**What you will do**: Give back exactly the lines that start at the one containing "Turn the roads other than paths in this" and run to the end of the material, leaving out the pictures.

**Exercise materials**:
Segment Open

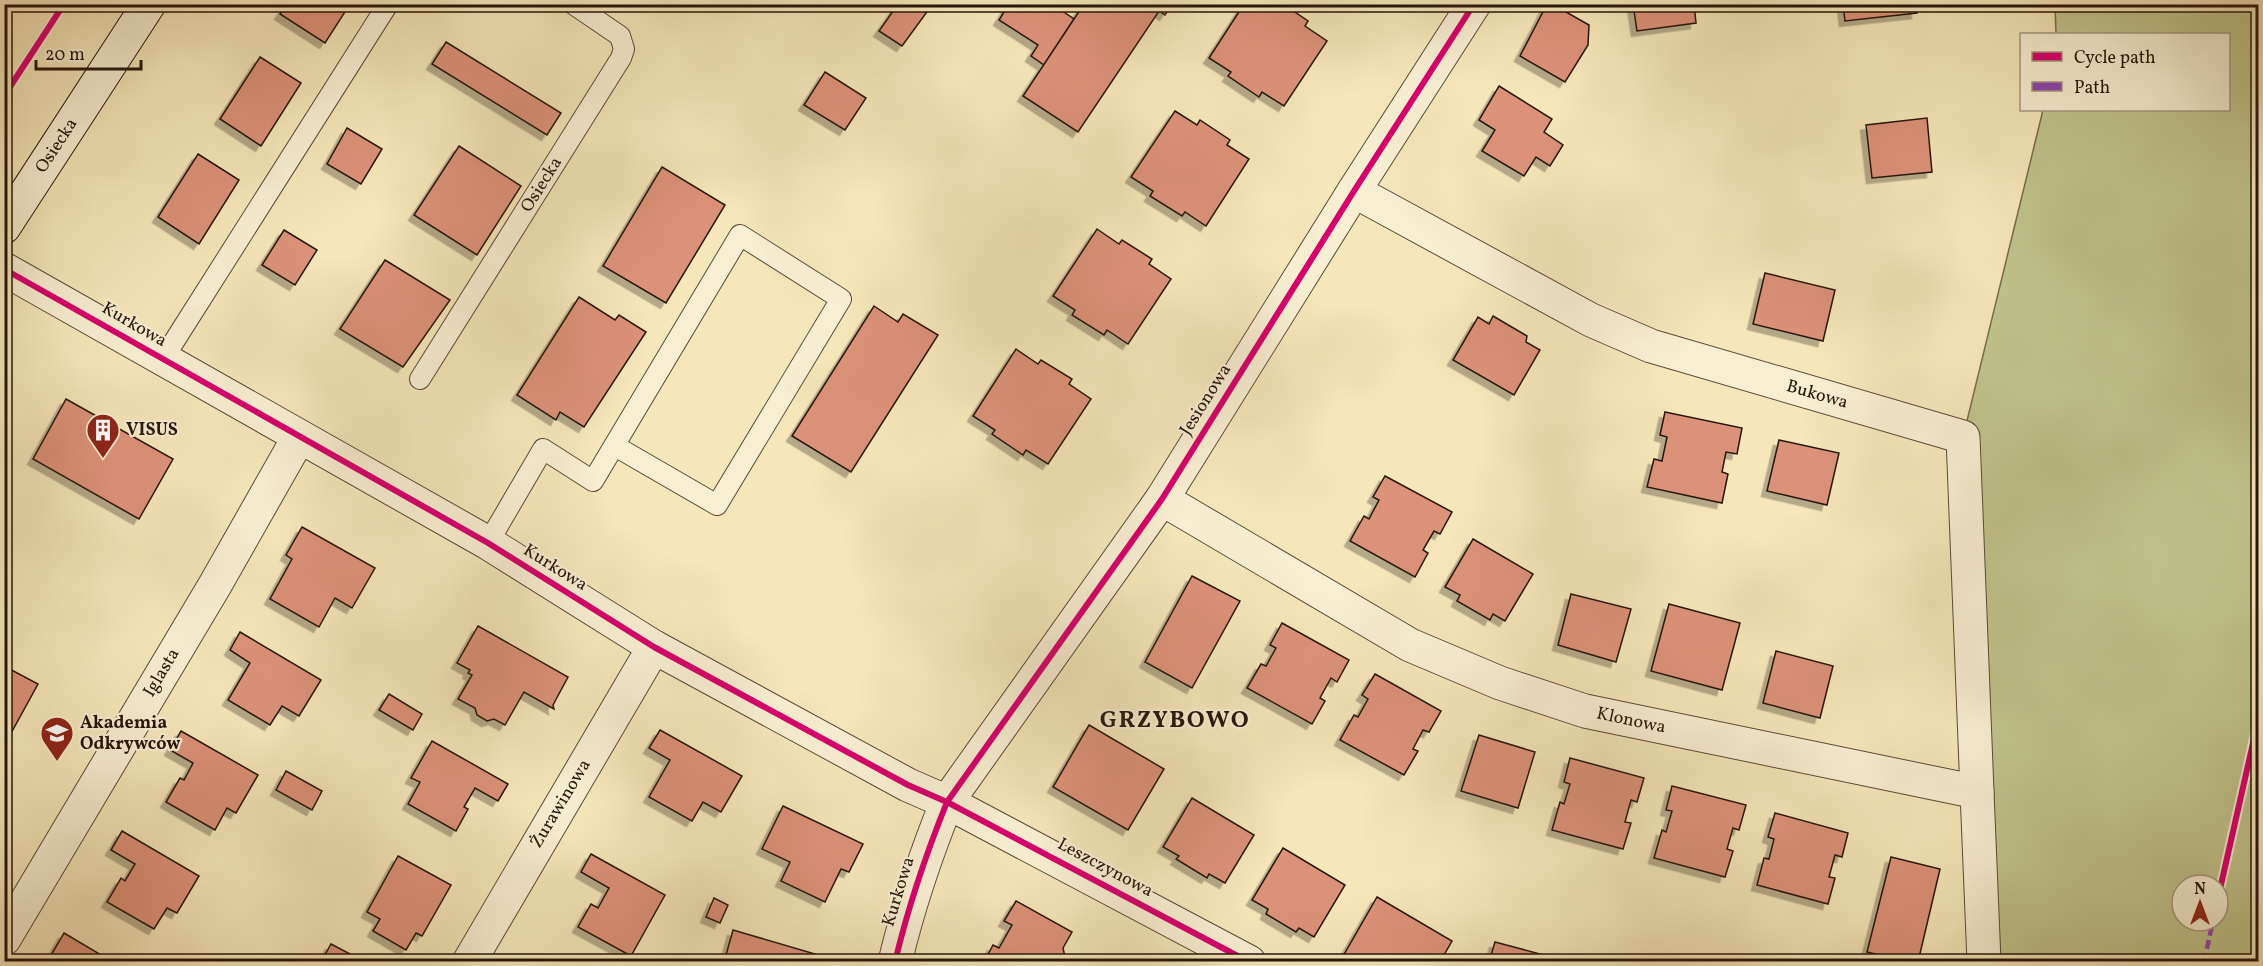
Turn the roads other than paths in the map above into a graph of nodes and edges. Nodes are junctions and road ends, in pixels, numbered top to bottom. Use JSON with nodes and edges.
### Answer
{"nodes":[{"id":1,"x":148,"y":4,"type":"edge"},
{"id":2,"x":388,"y":4,"type":"edge"},
{"id":3,"x":573,"y":4,"type":"edge"},
{"id":4,"x":1474,"y":4,"type":"edge"},
{"id":5,"x":1354,"y":191,"type":"junction"},
{"id":6,"x":4,"y":227,"type":"edge"},
{"id":7,"x":4,"y":269,"type":"edge"},
{"id":8,"x":163,"y":359,"type":"junction"},
{"id":9,"x":420,"y":379,"type":"dead end"},
{"id":10,"x":299,"y":437,"type":"junction"},
{"id":11,"x":615,"y":446,"type":"junction"},
{"id":12,"x":1162,"y":498,"type":"junction"},
{"id":13,"x":488,"y":543,"type":"junction"},
{"id":14,"x":654,"y":647,"type":"junction"},
{"id":15,"x":1977,"y":792,"type":"junction"},
{"id":16,"x":947,"y":802,"type":"junction"},
{"id":17,"x":4,"y":939,"type":"edge"},
{"id":18,"x":469,"y":962,"type":"edge"},
{"id":19,"x":895,"y":962,"type":"edge"},
{"id":20,"x":1249,"y":962,"type":"edge"},
{"id":21,"x":1984,"y":962,"type":"edge"}],
"edges":[{"from":1,"to":6,"type":"street","name":"Osiecka"},
{"from":2,"to":8,"type":"lane"},
{"from":3,"to":9,"type":"lane","name":"Osiecka"},
{"from":4,"to":5,"type":"street","name":"Jesionowa"},
{"from":5,"to":12,"type":"street","name":"Jesionowa"},
{"from":5,"to":15,"type":"street","name":"Bukowa"},
{"from":7,"to":8,"type":"street","name":"Kurkowa"},
{"from":8,"to":10,"type":"street","name":"Kurkowa"},
{"from":10,"to":13,"type":"street","name":"Kurkowa"},
{"from":10,"to":17,"type":"street","name":"Iglasta"},
{"from":11,"to":11,"type":"lane"},
{"from":11,"to":13,"type":"lane"},
{"from":12,"to":15,"type":"street","name":"Klonowa"},
{"from":12,"to":16,"type":"street","name":"Jesionowa"},
{"from":13,"to":14,"type":"street","name":"Kurkowa"},
{"from":14,"to":16,"type":"street","name":"Kurkowa"},
{"from":14,"to":18,"type":"street","name":"Żurawinowa"},
{"from":15,"to":21,"type":"street"},
{"from":16,"to":19,"type":"street","name":"Kurkowa"},
{"from":16,"to":20,"type":"street","name":"Leszczynowa"}]}
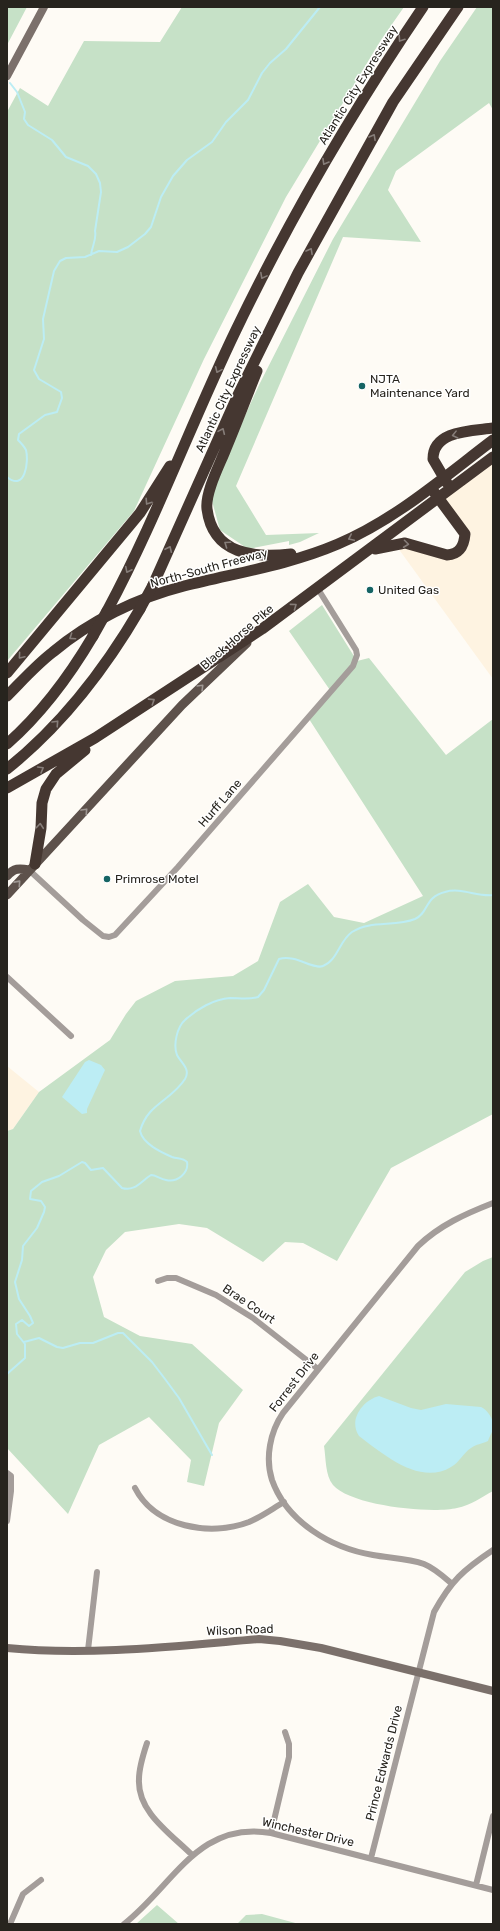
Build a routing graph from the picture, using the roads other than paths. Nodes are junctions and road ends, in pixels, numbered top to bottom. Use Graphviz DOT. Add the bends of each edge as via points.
graph roads {
  1 [pos="44,7"];
  2 [pos="423,7"];
  3 [pos="458,7"];
  4 [pos="7,76"];
  5 [pos="298,273"];
  6 [pos="196,420"];
  7 [pos="493,428"];
  8 [pos="493,440"];
  9 [pos="493,457"];
  10 [pos="444,478"];
  11 [pos="431,487"];
  12 [pos="451,488"];
  13 [pos="438,498"];
  14 [pos="368,551"];
  15 [pos="319,552"];
  16 [pos="318,589"];
  17 [pos="262,629"];
  18 [pos="7,673"];
  19 [pos="7,696"];
  20 [pos="134,713"];
  21 [pos="7,744"];
  22 [pos="7,769"];
  23 [pos="7,788"];
  24 [pos="32,867"];
  25 [pos="7,876"];
  26 [pos="7,895"];
  27 [pos="7,977"];
  28 [pos="71,1036"];
  29 [pos="493,1203"];
  30 [pos="158,1281"];
  31 [pos="318,1369"];
  32 [pos="7,1472"];
  33 [pos="135,1488"];
  34 [pos="284,1502"];
  35 [pos="7,1521"];
  36 [pos="493,1550"];
  37 [pos="96,1572"];
  38 [pos="451,1583"];
  39 [pos="7,1648"];
  40 [pos="88,1650"];
  41 [pos="418,1672"];
  42 [pos="493,1691"];
  43 [pos="285,1732"];
  44 [pos="146,1743"];
  45 [pos="493,1816"];
  46 [pos="271,1833"];
  47 [pos="192,1855"];
  48 [pos="371,1858"];
  49 [pos="41,1880"];
  50 [pos="476,1885"];
  51 [pos="493,1890"];
  52 [pos="10,1924"];
  53 [pos="124,1924"];
  1 -- 4 [label="street"];
  2 -- 6 [label="highway, Atlantic City Expressway, one-way" via="362,101 309,191 238,325"];
  5 -- 3 [label="highway, Atlantic City Expressway, one-way" via="393,102"];
  15 -- 5 [label="highway, one-way" via="252,556 221,540 207,508 215,476"];
  22 -- 5 [label="highway, Atlantic City Expressway, one-way, bridge" via="51,729 84,692 140,609 237,397"];
  6 -- 18 [label="highway, one-way" via="140,513"];
  6 -- 21 [label="highway, Atlantic City Expressway, one-way, bridge" via="130,568 81,657 40,709"];
  7 -- 10 [label="highway, one-way" via="452,435 435,445 433,459"];
  8 -- 10 [label="highway"];
  9 -- 12 [label="highway, Black Horse Pike"];
  10 -- 11 [label="highway"];
  10 -- 12 [label="highway"];
  11 -- 13 [label="highway"];
  11 -- 15 [label="highway, North-South Freeway, one-way" via="366,531"];
  12 -- 13 [label="highway, Black Horse Pike"];
  13 -- 14 [label="highway, Black Horse Pike"];
  14 -- 13 [label="highway, one-way" via="405,543 447,555 460,550 464,544 465,534"];
  14 -- 16 [label="highway, Black Horse Pike"];
  15 -- 19 [label="highway, North-South Freeway, one-way" via="183,586 126,607 92,624 63,644"];
  17 -- 16 [label="highway, Black Horse Pike, one-way"];
  16 -- 24 [label="street, Hurff Lane" via="356,650 353,666 178,867 115,935 103,936 83,920"];
  20 -- 17 [label="highway, one-way"];
  24 -- 17 [label="main road, Black Horse Pike, one-way" via="182,706"];
  23 -- 20 [label="highway, one-way"];
  24 -- 20 [label="highway, one-way" via="46,789 56,774"];
  24 -- 25 [label="main road" via="18,868"];
  26 -- 24 [label="main road, Black Horse Pike, one-way"];
  27 -- 28 [label="street"];
  29 -- 31 [label="street, Forrest Drive" via="456,1218 425,1240 397,1270"];
  30 -- 31 [label="street, Brae Court" via="176,1278 216,1295 250,1316"];
  31 -- 34 [label="street, Forrest Drive" via="283,1413 272,1435 269,1451 271,1475"];
  32 -- 35 [label="street" via="11,1476 11,1491"];
  33 -- 34 [label="street" via="144,1502 161,1516 199,1528 237,1526"];
  34 -- 38 [label="street, Forrest Drive" via="302,1522 333,1543 354,1551 425,1564"];
  36 -- 38 [label="street, Prince Edwards Drive"];
  37 -- 40 [label="street"];
  38 -- 41 [label="street, Prince Edwards Drive" via="431,1621"];
  39 -- 40 [label="street, Wilson Road" via="37,1651"];
  40 -- 41 [label="street, Wilson Road" via="280,1641 321,1648"];
  41 -- 42 [label="street, Wilson Road"];
  41 -- 48 [label="street, Prince Edwards Drive"];
  43 -- 46 [label="street" via="289,1744 289,1757"];
  44 -- 47 [label="street" via="139,1776 142,1800 153,1816"];
  45 -- 50 [label="street"];
  46 -- 47 [label="street, Winchester Drive" via="249,1831 228,1834"];
  46 -- 48 [label="street, Winchester Drive"];
  47 -- 53 [label="street, Winchester Drive"];
  48 -- 50 [label="street, Winchester Drive"];
  49 -- 52 [label="street" via="23,1894"];
  50 -- 51 [label="street, Winchester Drive"];
}
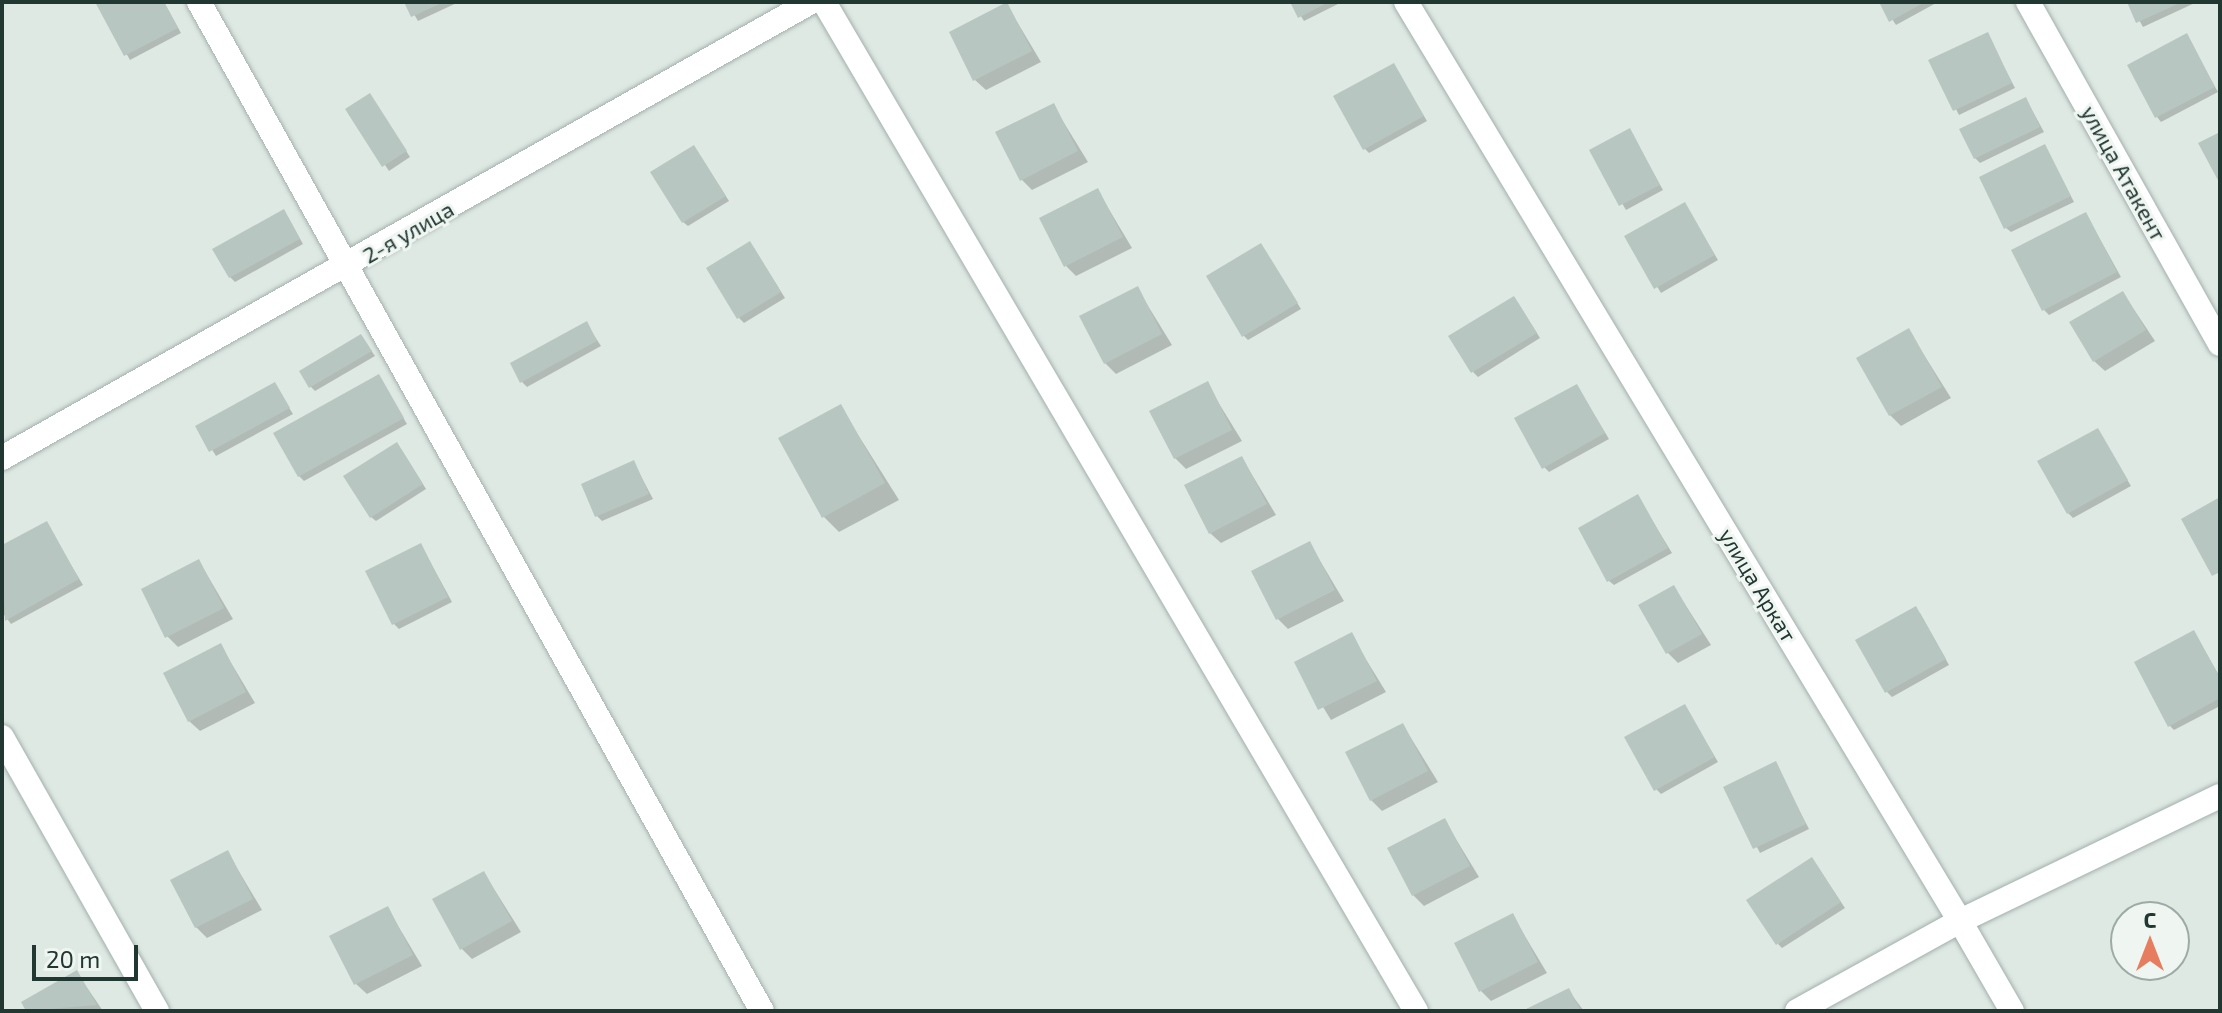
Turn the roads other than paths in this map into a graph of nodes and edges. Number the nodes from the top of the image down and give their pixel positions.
1 (199, 2) edge
2 (811, 2) edge
3 (824, 2) edge
4 (1406, 2) edge
5 (2028, 2) edge
6 (345, 268) junction
7 (2220, 344) edge
8 (2, 458) edge
9 (2, 737) edge
10 (2220, 796) edge
11 (1960, 921) junction
12 (157, 1011) edge
13 (762, 1011) edge
14 (1416, 1011) edge
15 (1797, 1011) edge
16 (2012, 1011) edge

1 - 6 street
2 - 6 street, 2-я улица
3 - 14 street
4 - 11 street, улица Аркат
5 - 7 street, улица Атакент
6 - 8 street, 2-я улица
6 - 13 street
9 - 12 street
10 - 11 street
11 - 15 street
11 - 16 street, улица Аркат

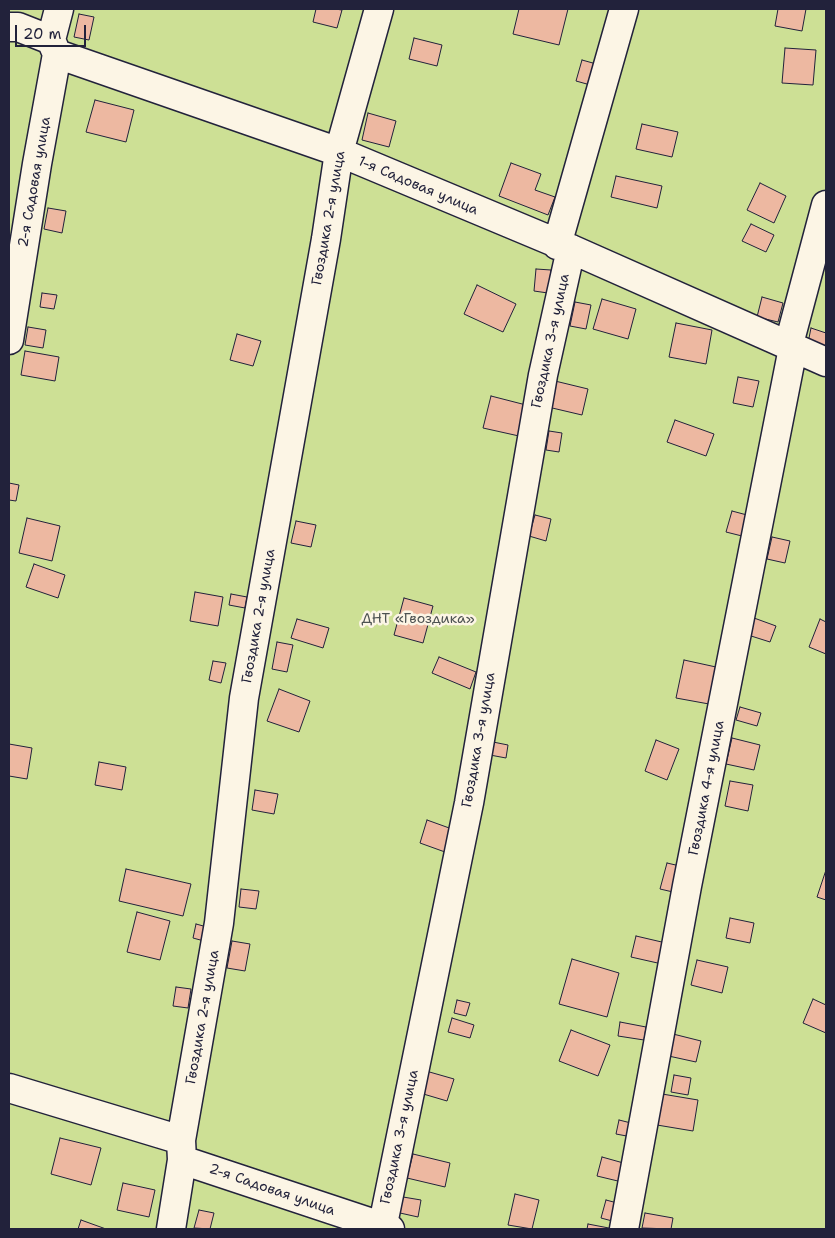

Segment Closed

**Exercise result**:
Turn the roads other than paths in this map into a graph of nodes and edges. Number the nodes from the top of the image down and give their pixel positions.
1 (199, 2) edge
2 (811, 2) edge
3 (824, 2) edge
4 (1406, 2) edge
5 (2028, 2) edge
6 (345, 268) junction
7 (2220, 344) edge
8 (2, 458) edge
9 (2, 737) edge
10 (2220, 796) edge
11 (1960, 921) junction
12 (157, 1011) edge
13 (762, 1011) edge
14 (1416, 1011) edge
15 (1797, 1011) edge
16 (2012, 1011) edge

1 - 6 street
2 - 6 street, 2-я улица
3 - 14 street
4 - 11 street, улица Аркат
5 - 7 street, улица Атакент
6 - 8 street, 2-я улица
6 - 13 street
9 - 12 street
10 - 11 street
11 - 15 street
11 - 16 street, улица Аркат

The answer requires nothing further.